- _Task statement_
The response must consist of each line in the listing that has the word "points" in it.

- _Data for this task_
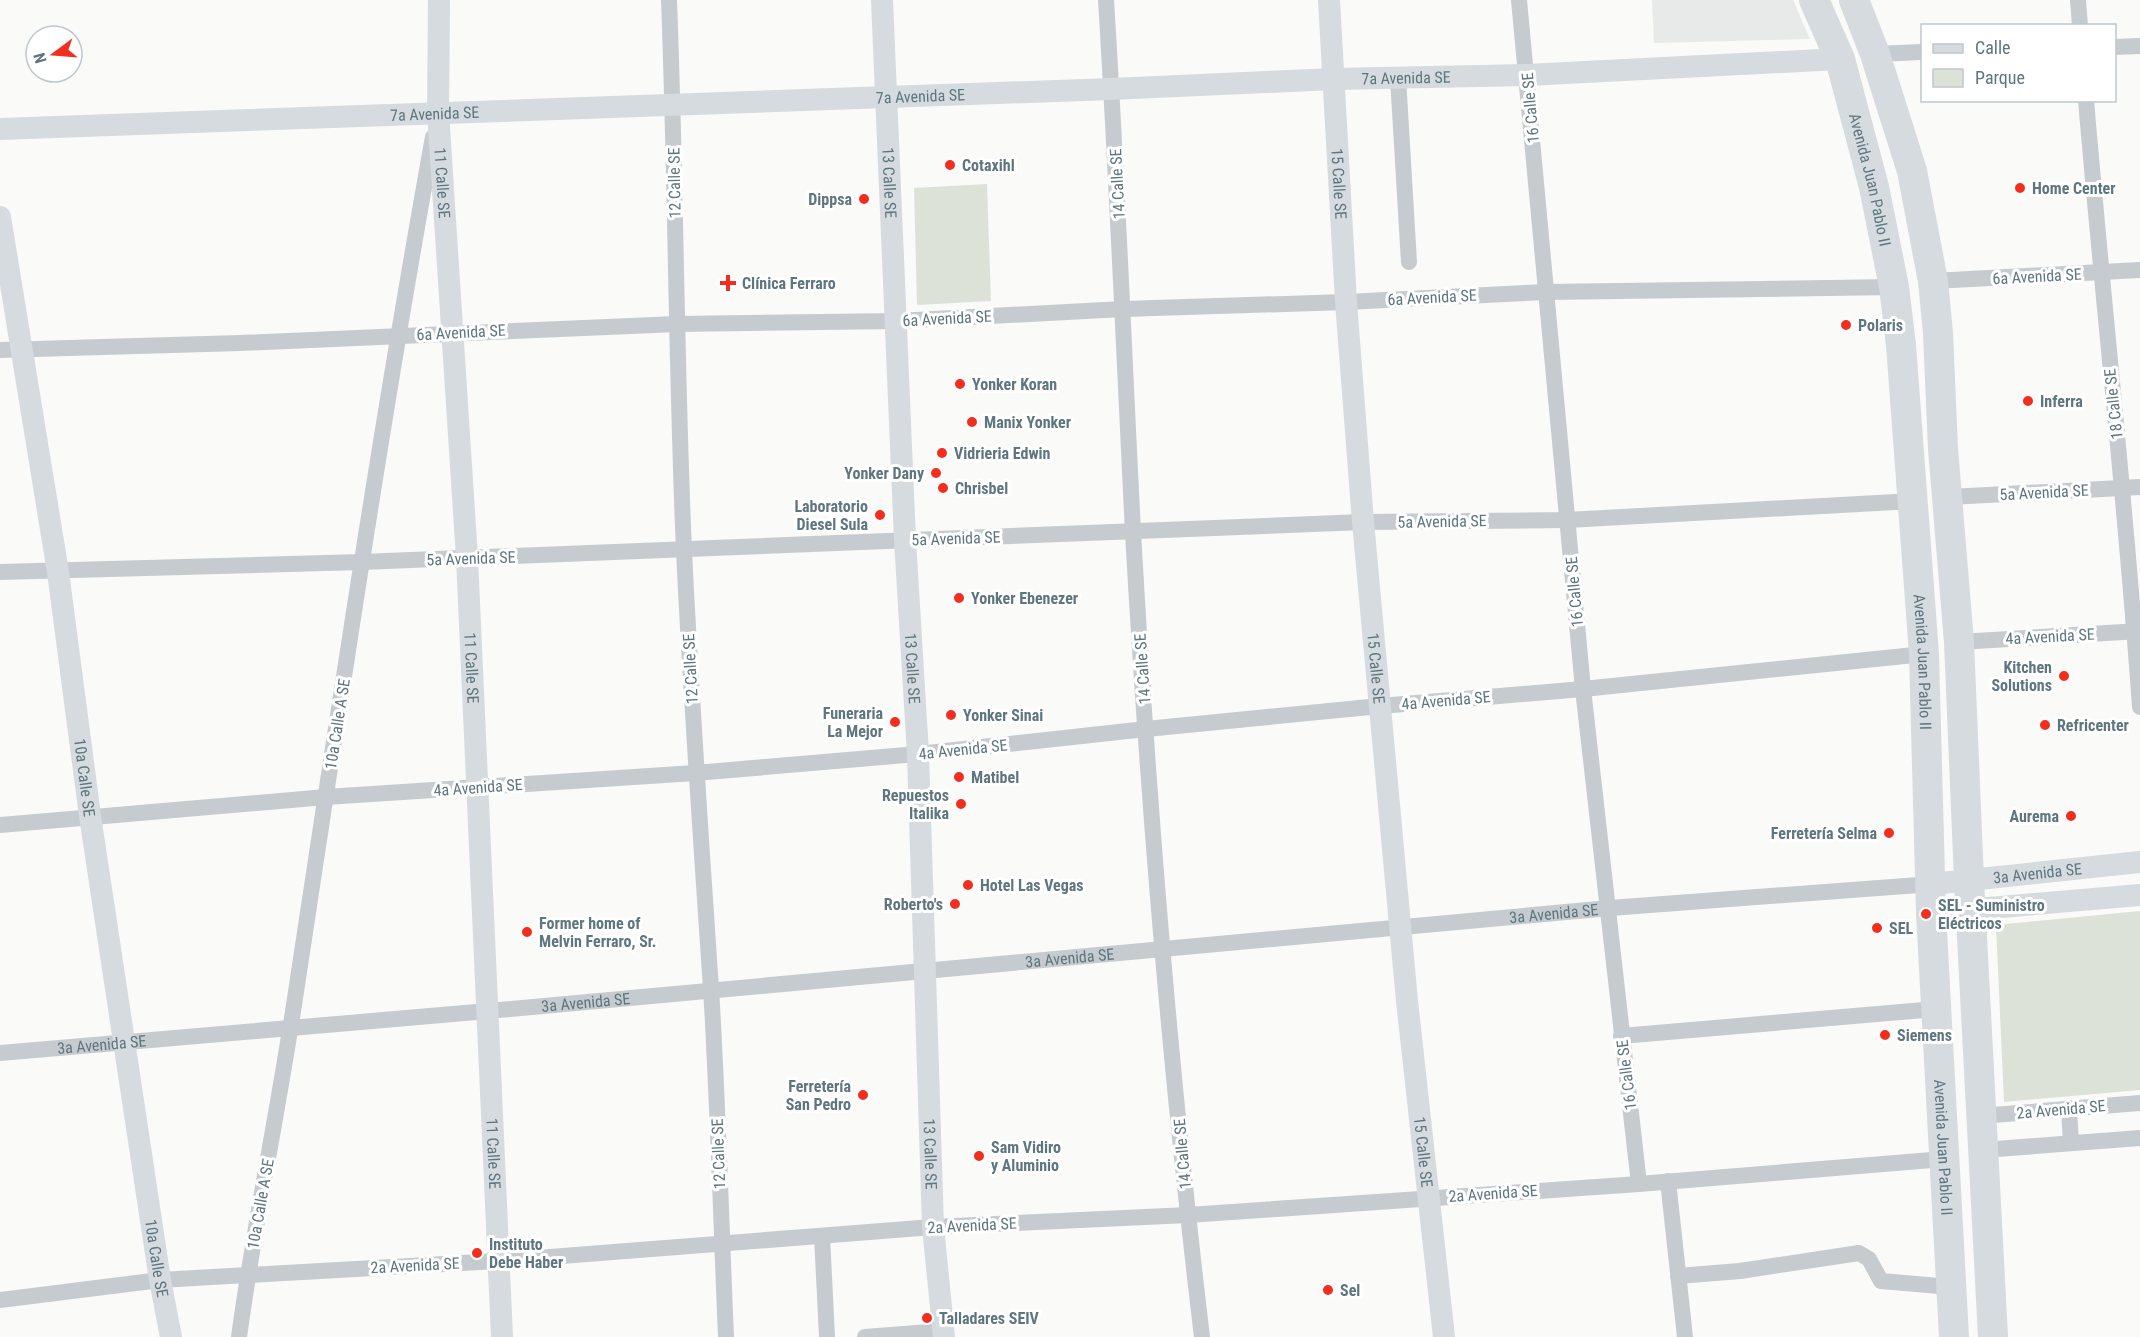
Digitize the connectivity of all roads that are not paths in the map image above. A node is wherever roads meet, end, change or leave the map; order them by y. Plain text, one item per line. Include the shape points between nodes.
1 (439, 0) edge
2 (669, 0) edge
3 (882, 0) edge
4 (1106, 0) edge
5 (1329, 0) edge
6 (1519, 0) edge
7 (1814, 0) edge
8 (1854, 0) edge
9 (2078, 0) edge
10 (2080, 24) edge
11 (2116, 46) edge
12 (2140, 46) edge
13 (1921, 52) edge
14 (1875, 54) junction
15 (1840, 59) junction
16 (1527, 75) junction
17 (1398, 78) junction
18 (1334, 79) junction
19 (1111, 89) junction
20 (887, 97) junction
21 (2086, 102) edge
22 (673, 104) junction
23 (438, 112) junction
24 (0, 129) edge
25 (0, 217) edge
26 (1409, 262) dead end
27 (2140, 270) edge
28 (2100, 273) junction
29 (1933, 281) junction
30 (1894, 287) junction
31 (1546, 292) junction
32 (1346, 302) junction
33 (1124, 309) junction
34 (897, 321) junction
35 (677, 324) junction
36 (452, 333) junction
37 (397, 335) junction
38 (11, 349) edge
39 (2140, 487) edge
40 (2122, 488) junction
41 (1949, 496) junction
42 (1913, 501) junction
43 (1567, 520) junction
44 (1363, 522) junction
45 (1133, 532) junction
46 (905, 540) junction
47 (684, 549) junction
48 (467, 558) junction
49 (362, 562) junction
50 (0, 572) edge
51 (58, 572) junction
52 (2138, 631) edge
53 (1959, 642) junction
54 (1924, 654) junction
55 (1583, 689) junction
56 (1380, 705) junction
57 (2140, 707) edge
58 (1146, 729) junction
59 (918, 754) junction
60 (695, 773) junction
61 (476, 787) junction
62 (326, 797) junction
63 (90, 816) junction
64 (0, 825) edge
65 (2140, 862) edge
66 (1969, 880) junction
67 (2140, 894) edge
68 (1931, 898) junction
69 (1610, 908) junction
70 (1970, 909) junction
71 (1401, 928) junction
72 (1163, 950) junction
73 (926, 971) junction
74 (711, 991) junction
75 (1936, 1009) junction
76 (488, 1011) junction
77 (291, 1028) junction
78 (1621, 1036) junction
79 (124, 1042) junction
80 (0, 1053) edge
81 (2140, 1103) edge
82 (2069, 1108) junction
83 (1981, 1116) junction
84 (2140, 1138) edge
85 (2071, 1143) junction
86 (1983, 1150) junction
87 (1944, 1159) junction
88 (1668, 1181) junction
89 (1639, 1184) junction
90 (1428, 1197) junction
91 (1188, 1215) junction
92 (933, 1227) junction
93 (822, 1236) junction
94 (722, 1244) junction
95 (498, 1261) junction
96 (247, 1275) junction
97 (1678, 1276) junction
98 (160, 1280) junction
99 (1951, 1287) junction
100 (0, 1300) edge
101 (944, 1334) edge
102 (171, 1337) edge
103 (239, 1337) edge
104 (502, 1337) edge
105 (726, 1337) edge
106 (827, 1337) edge
107 (866, 1337) edge
108 (1202, 1337) edge
109 (1444, 1337) edge
110 (1685, 1337) edge
111 (1954, 1337) edge
112 (1993, 1337) edge

1 - 23 street, 11 Calle SE
2 - 22 street, 12 Calle SE
3 - 20 street, 13 Calle SE
4 - 19 street, 14 Calle SE
5 - 18 street, 15 Calle SE
6 - 16 street, 16 Calle SE
7 - 15 highway, Avenida Juan Pablo II
8 - 14 highway
9 - 10 street
11 - 12 street
13 - 14 street
14 - 29 highway via 1912,171
15 - 16 street, 7a Avenida SE
15 - 30 highway, Avenida Juan Pablo II via 1874,188
16 - 17 street, 7a Avenida SE
16 - 31 street, 16 Calle SE
17 - 18 street, 7a Avenida SE
17 - 26 street
18 - 19 street, 7a Avenida SE
18 - 32 street, 15 Calle SE
19 - 20 street, 7a Avenida SE
19 - 33 street, 14 Calle SE
20 - 22 street, 7a Avenida SE
20 - 34 street, 13 Calle SE
21 - 28 street, 18 Calle SE
22 - 23 street, 7a Avenida SE
22 - 35 street, 12 Calle SE
23 - 24 street, 7a Avenida SE
23 - 36 street, 11 Calle SE
23 - 37 street, 10a Calle A SE
25 - 38 street, 10a Calle SE
27 - 28 street, 6a Avenida SE
28 - 29 street, 6a Avenida SE
28 - 40 street, 18 Calle SE
29 - 41 highway
30 - 31 street, 6a Avenida SE
30 - 42 highway, Avenida Juan Pablo II
31 - 32 street, 6a Avenida SE
31 - 43 street, 16 Calle SE
32 - 33 street, 6a Avenida SE
32 - 44 street, 15 Calle SE
33 - 34 street, 6a Avenida SE
33 - 45 street, 14 Calle SE
34 - 35 street, 6a Avenida SE
34 - 46 street, 13 Calle SE
35 - 36 street, 6a Avenida SE
35 - 47 street, 12 Calle SE
36 - 37 street, 6a Avenida SE
36 - 48 street, 11 Calle SE
37 - 38 street, 6a Avenida SE
37 - 49 street, 10a Calle A SE
38 - 51 street, 10a Calle SE
39 - 40 street, 5a Avenida SE
40 - 41 street, 5a Avenida SE
40 - 52 street, 18 Calle SE
41 - 53 highway
42 - 43 street, 5a Avenida SE
42 - 54 highway, Avenida Juan Pablo II
43 - 44 street, 5a Avenida SE
43 - 55 street, 16 Calle SE
44 - 45 street, 5a Avenida SE
44 - 56 street, 15 Calle SE
45 - 46 street, 5a Avenida SE
45 - 58 street, 14 Calle SE
46 - 47 street, 5a Avenida SE
46 - 59 street, 13 Calle SE
47 - 48 street, 5a Avenida SE
47 - 60 street, 12 Calle SE
48 - 49 street, 5a Avenida SE
48 - 61 street, 11 Calle SE
49 - 51 street, 5a Avenida SE
49 - 62 street, 10a Calle A SE
50 - 51 street, 5a Avenida SE
51 - 63 street, 10a Calle SE
52 - 53 street, 4a Avenida SE
52 - 57 street, 18 Calle SE
53 - 66 highway
54 - 55 street, 4a Avenida SE
54 - 68 highway, Avenida Juan Pablo II
55 - 56 street, 4a Avenida SE
55 - 69 street, 16 Calle SE
56 - 58 street, 4a Avenida SE
56 - 71 street, 15 Calle SE
58 - 59 street, 4a Avenida SE
58 - 72 street, 14 Calle SE
59 - 60 street, 4a Avenida SE
59 - 73 street, 13 Calle SE
60 - 61 street, 4a Avenida SE
60 - 74 street, 12 Calle SE
61 - 62 street, 4a Avenida SE
61 - 76 street, 11 Calle SE
62 - 63 street, 4a Avenida SE
62 - 77 street, 10a Calle A SE
63 - 64 street, 4a Avenida SE
63 - 79 street, 10a Calle SE
65 - 66 street, 3a Avenida SE
66 - 68 street, 3a Avenida SE
66 - 70 highway
67 - 70 street, 3a Avenida SE
68 - 69 street, 3a Avenida SE
68 - 70 street, 3a Avenida SE
68 - 75 highway, Avenida Juan Pablo II
69 - 71 street, 3a Avenida SE
69 - 78 street, 16 Calle SE
70 - 83 highway
71 - 72 street, 3a Avenida SE
71 - 90 street, 15 Calle SE
72 - 73 street, 3a Avenida SE
72 - 91 street, 14 Calle SE
73 - 74 street, 3a Avenida SE
73 - 92 street, 13 Calle SE
74 - 76 street, 3a Avenida SE
74 - 94 street, 12 Calle SE
75 - 78 street
75 - 87 highway, Avenida Juan Pablo II
76 - 77 street, 3a Avenida SE
76 - 95 street, 11 Calle SE
77 - 79 street, 3a Avenida SE
77 - 96 street, 10a Calle A SE
78 - 89 street, 16 Calle SE
79 - 80 street, 3a Avenida SE
79 - 98 street, 10a Calle SE
81 - 82 street, 2a Avenida SE
82 - 83 street, 2a Avenida SE
82 - 85 street
83 - 86 highway
84 - 85 street
85 - 86 street
86 - 112 highway
87 - 88 street, 2a Avenida SE
87 - 99 highway, Avenida Juan Pablo II
88 - 89 street, 2a Avenida SE
88 - 97 street
89 - 90 street, 2a Avenida SE
90 - 91 street, 2a Avenida SE
90 - 109 street, 15 Calle SE
91 - 92 street, 2a Avenida SE
91 - 108 street, 14 Calle SE
92 - 93 street, 2a Avenida SE
92 - 101 street, 13 Calle SE
93 - 94 street, 2a Avenida SE
93 - 106 street
94 - 95 street, 2a Avenida SE
94 - 105 street, 12 Calle SE
95 - 96 street, 2a Avenida SE
95 - 104 street, 11 Calle SE
96 - 98 street, 2a Avenida SE
96 - 103 street, 10a Calle A SE
97 - 99 street via 1859,1253 1869,1259 1881,1281
97 - 110 street
98 - 100 street, 2a Avenida SE
98 - 102 street, 10a Calle SE
99 - 111 highway, Avenida Juan Pablo II
101 - 107 street

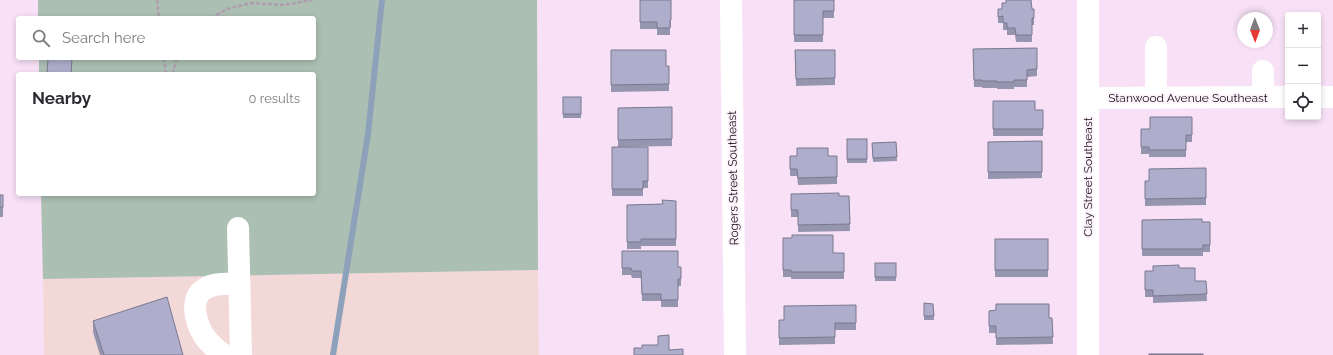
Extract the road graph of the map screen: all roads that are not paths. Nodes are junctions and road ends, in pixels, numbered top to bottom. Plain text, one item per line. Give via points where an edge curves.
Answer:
1 (731, 0) edge
2 (1088, 0) edge
3 (1156, 47) dead end
4 (1263, 71) dead end
5 (1263, 97) junction
6 (1285, 97) edge
7 (1321, 97) edge
8 (1333, 97) edge
9 (1088, 98) junction
10 (1156, 98) junction
11 (238, 228) dead end
12 (239, 283) junction
13 (224, 355) edge
14 (240, 355) edge
15 (735, 355) edge
16 (1088, 355) edge

1 - 15 street, Rogers Street Southeast
2 - 9 street, Clay Street Southeast
3 - 10 street
4 - 5 street
5 - 6 street, Stanwood Avenue Southeast
5 - 10 street, Stanwood Avenue Southeast
7 - 8 street
9 - 10 street, Stanwood Avenue Southeast
9 - 16 street, Clay Street Southeast
11 - 12 street
12 - 13 street via 205,288 198,295 195,306 197,321 204,336
12 - 14 street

- _Exercise response_
Digitize the connectivity of all roads that are not paths in the map image above. A node is wherever roads meet, end, change or leave the map; order them by y. Plain text, one item per line. Include the shape points between nodes.
Extract the road graph of the map screen: all roads that are not paths. Nodes are junctions and road ends, in pixels, numbered top to bottom. Plain text, one item per line. Give via points where an edge curves.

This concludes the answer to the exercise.